Activision Blizzard has a smash hit on its hands in Overwatch, the wildly successful first-person shooter game that was released in May. The title’s burgeoning esports presence certainly deserves a decent chunk of the credit for this sustained popularity, and the company is looking to further capitalize by bringing this growing scene in-house.

And we know the trend towards original content, which is why ATVI’s CEO Bobby Kotick, quoted by Forbes via The Street spoke to, and why larger media or tech players might look at gaming stocks a tad differently than they have in the past as strategic assets:

What we’re doing is creating professional content. So we’re organizing around teams and leagues. You will have the Overwatch League which will have a certain number of teams. Those teams will be a combination of professional sports teams as owners and endemic sports teams as owners.

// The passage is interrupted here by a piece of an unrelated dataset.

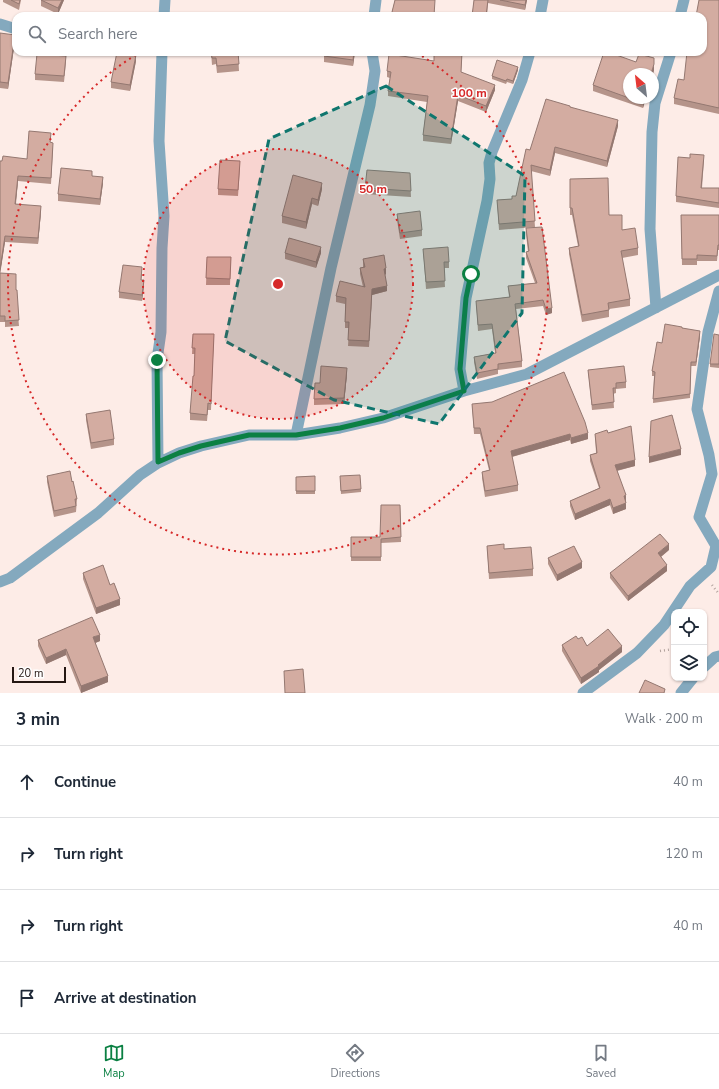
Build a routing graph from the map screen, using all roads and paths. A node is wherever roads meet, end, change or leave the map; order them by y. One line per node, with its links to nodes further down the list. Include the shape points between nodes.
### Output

So near term, maybe the stock is a tad extended on the chart, longer term it makes sense to get your arms around just how big eSports could be, what companies and industries it might disrupt, and who the long term beneficiaries might be.

But we started looking at ATVI because of some unusual options activity, considered a bunch of other inputs that led us down a little bit of a rabbit hole that might lead to a short term trading opportunity and a longer term investment idea.

So What’s the Trade?

For the short term trade you’re basically taking a binary stance on how earnings are perceived by investors. In that case defining risk is the main concern, where you can participate on the upside but limit losses below the implied move in case the results send the stock tumbling.

Bullish, Isolating Earnings:

ATVI ($43.30) Buy the Nov 43/48 call spread for 1.55
  • Buy 1 Nov 43 call for 1.80
  • Sell 1 Nov 48 call at .25

Break-even on Nov Expiration:

Profits of up to 3.45 between 44.55 and 48, with max gain above 48

Losses of up to 1.55 between 43 and 44.55, with max loss of 1.55 below 43

Rationale – This trade offers risk reward of 1.55/3.45 on a move higher. It’s break-even on the upside is 44.45 which is more than a dollar lower than the recent high. As far as risk, the 1.55 is more than a dollar less that the 2.65 currently priced in the options market.


Longer Term Investment Alternative

in lieu of 100 shares long of ATVI ($43.30) Buy the Nov4th weekly/ Jan 46 call calendar for.85
  • Sell 1 Nov4th weekly 46 call at .38
  • Buy 1 Jan 46 call for 1.23

Rationale – This sells a call at the implied move (also the previous high) and finances ownership of the same strike call out to January. The ideal situation is a move in line with the implied move, met with resistance at the previous high. At that point the trade would be immediately profitable with the opportunity to make much more after closing and rolling the short strike.


Bearish / Hedge:

ATVI ($43.30) Buy the Nov 43/39 put spread for 1.20
  • Buy 1 Nov 43 put for 1.50
  • Sell 1 Nov 39 put at .30

Break-even on Nov Expiration:

Profits of up to 2.80 between 41.80 and 39 with max gain below 39

Losses of up to 1.20 between 43 and 41.80, with max loss of 1.20 above 43

Rationale – this trade targets a post earnings pullback back to near term technical support just below $40 and defines risk to 2.8% of the stock price.

As always with long premium directional trades into events, you need to get a lot of things right to just break-even, first and foremost direction, then magnitude of the move and of course timing.